Now that the path is clear, it might take only 5 years of development
to start over from the XO bundles. I'm unable to estimate how many
full-time developers it would take, though.
OR, we could pick the native distro packaging systems off the shell and
make the necessary changes to make them work slightly differently as
> So clearly teachers/schools aren't Sugar Labs' target for its'
> deliverables because their desire for stability is incompatible with
> the fast changing, (almost) never look back release model of Sugar and
> Fedora. I'm glad that we cleared that up.... :-(
The word "stability" in software is mostly a marketing term with no
technical substance. It also means wildly different things depending on
the user you ask to.
Some users would call stable an old version of Windows 98 that blue
screens all the time, because it has just the bugs they're familiar
with, and none of those they're not yet used to.

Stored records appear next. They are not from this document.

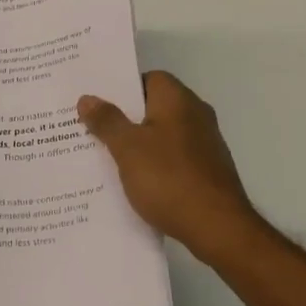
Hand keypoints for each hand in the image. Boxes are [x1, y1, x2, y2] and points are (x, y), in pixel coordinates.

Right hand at [77, 71, 272, 266]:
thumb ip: (107, 121)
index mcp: (177, 99)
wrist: (218, 227)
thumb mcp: (127, 148)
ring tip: (107, 158)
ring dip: (139, 144)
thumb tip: (88, 98)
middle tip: (93, 130)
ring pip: (163, 134)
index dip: (122, 89)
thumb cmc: (169, 178)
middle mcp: (196, 114)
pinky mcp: (208, 170)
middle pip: (154, 106)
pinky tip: (136, 182)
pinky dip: (155, 164)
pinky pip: (174, 157)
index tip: (97, 104)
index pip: (148, 78)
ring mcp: (205, 143)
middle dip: (125, 118)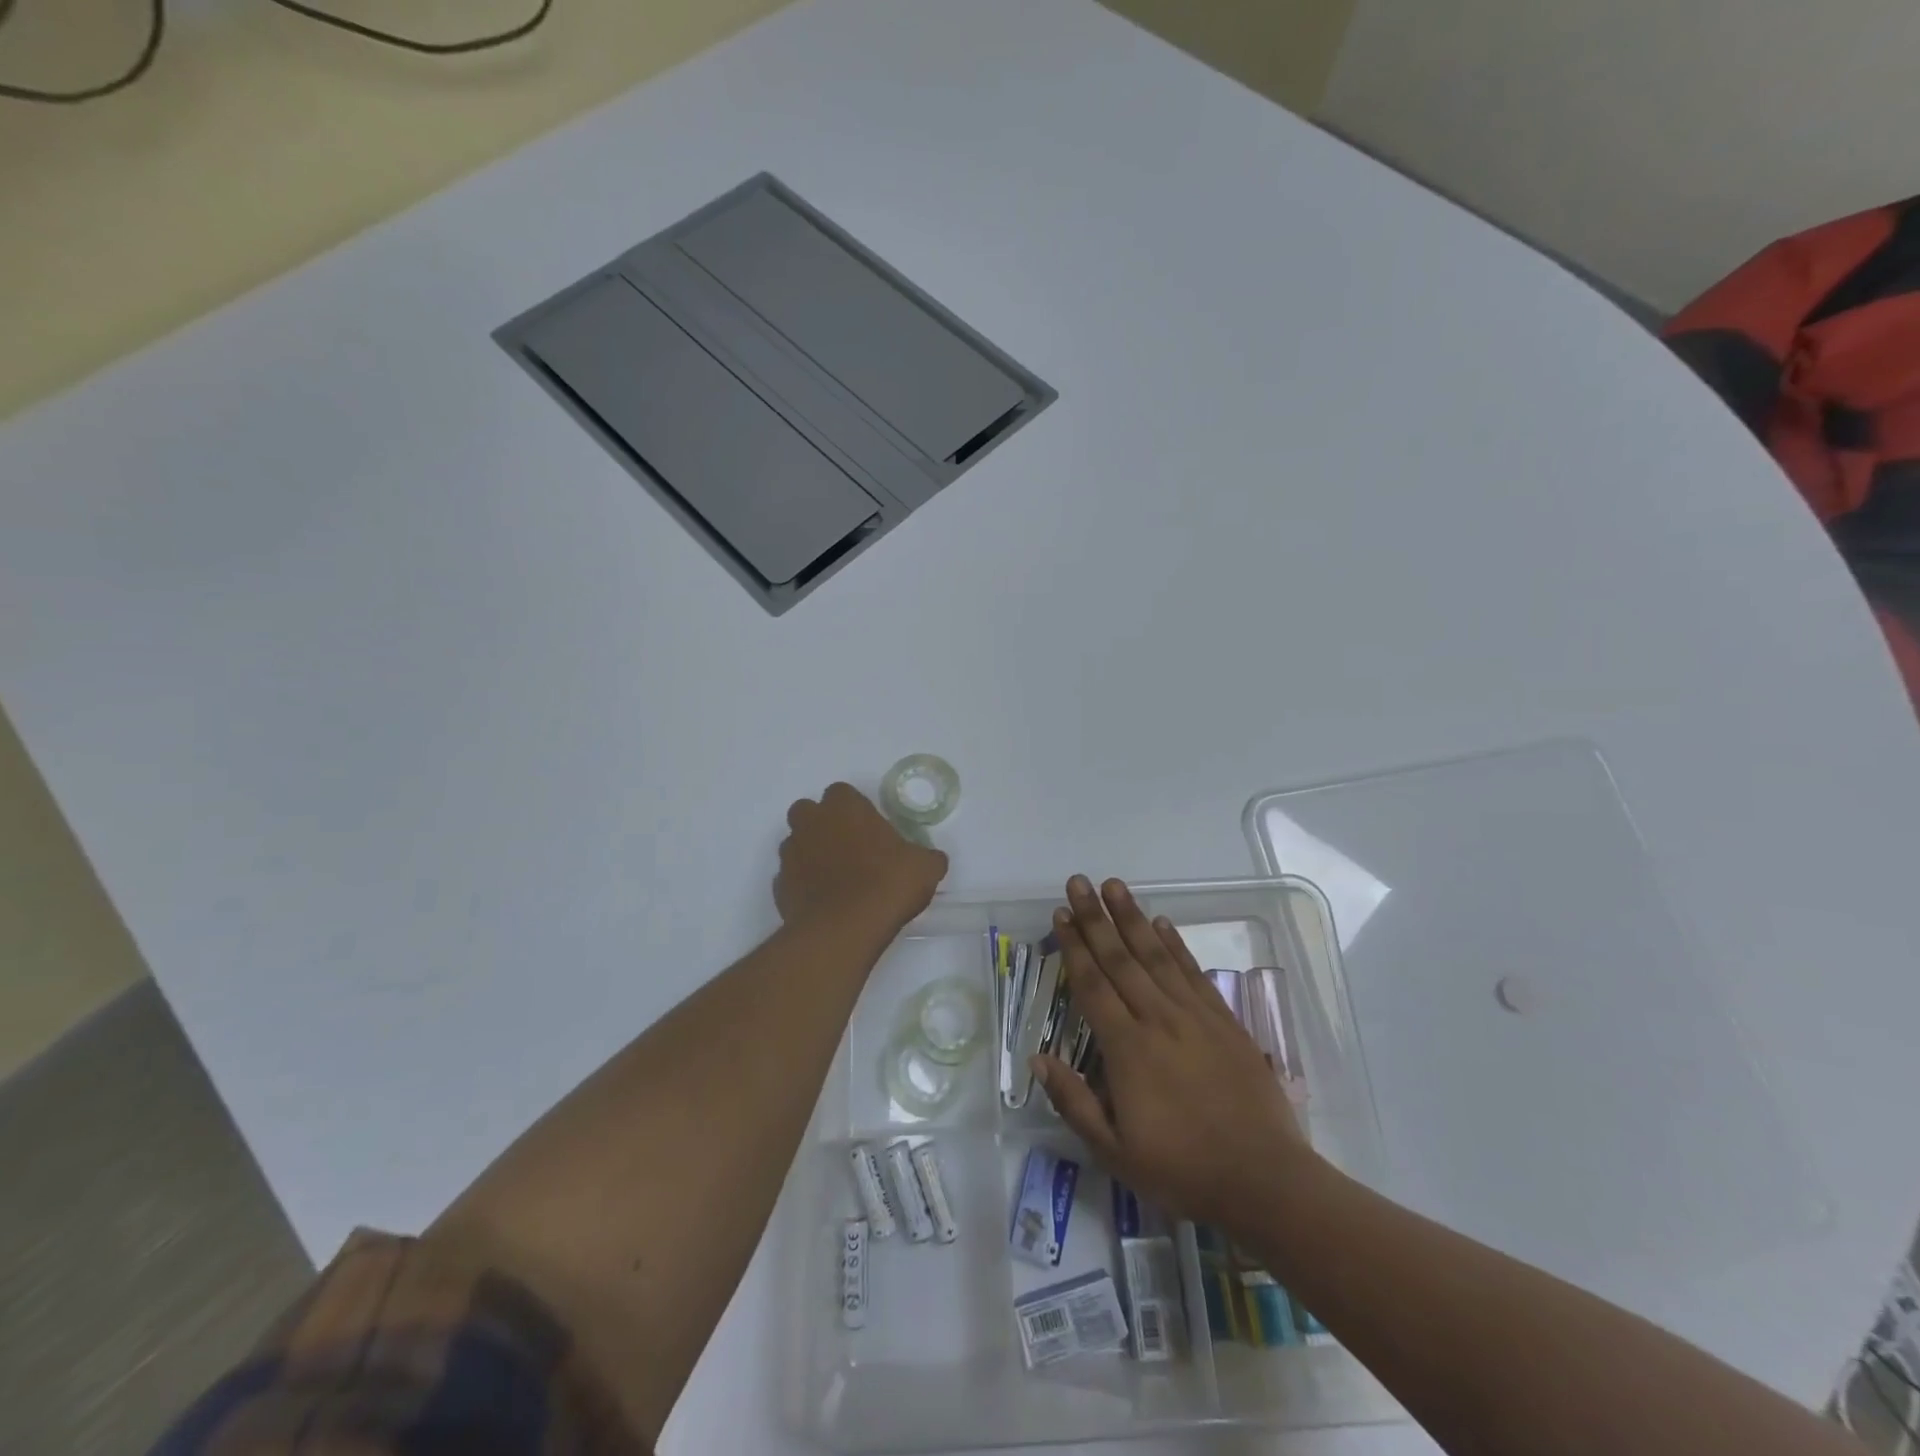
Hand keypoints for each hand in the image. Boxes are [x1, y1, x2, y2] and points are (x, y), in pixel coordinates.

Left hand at [775, 783, 948, 932]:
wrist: (844, 929)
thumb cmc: (887, 884)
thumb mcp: (925, 867)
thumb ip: (926, 857)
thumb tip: (931, 860)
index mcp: (844, 806)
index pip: (843, 793)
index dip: (855, 810)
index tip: (871, 830)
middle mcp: (811, 822)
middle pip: (809, 812)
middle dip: (822, 824)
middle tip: (848, 849)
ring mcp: (790, 854)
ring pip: (795, 844)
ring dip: (810, 854)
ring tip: (835, 879)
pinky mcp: (778, 886)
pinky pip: (790, 878)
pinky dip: (802, 886)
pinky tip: (823, 903)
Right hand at [1033, 876, 1312, 1228]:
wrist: (1264, 1180)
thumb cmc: (1182, 1170)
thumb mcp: (1114, 1152)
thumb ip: (1073, 1101)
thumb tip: (1037, 1059)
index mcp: (1126, 1048)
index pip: (1092, 985)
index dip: (1074, 947)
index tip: (1060, 914)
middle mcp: (1157, 1019)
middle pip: (1120, 958)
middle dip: (1096, 918)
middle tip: (1079, 882)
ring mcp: (1194, 1016)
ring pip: (1156, 955)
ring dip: (1132, 918)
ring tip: (1115, 885)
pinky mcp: (1224, 1021)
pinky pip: (1194, 973)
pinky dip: (1177, 944)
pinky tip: (1163, 923)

I have been running CentOS and RHEL on some servers, and they were a
complete PITA. For example, my usual backup scripts were hitting an
rsync bug that was fixed years ago. Oh, and I had to manually install
the web applications I actually needed from source... because the
versions bundled with the "stable" distros were amazingly old. But if
you resort to manual installations, don't you also loose all the
advertised stability and the benefits of long-term support?
Modern distros with 6 months release cycles are getting better at QA.
Even Fedora is no longer the bleeding razor blade that it used to be.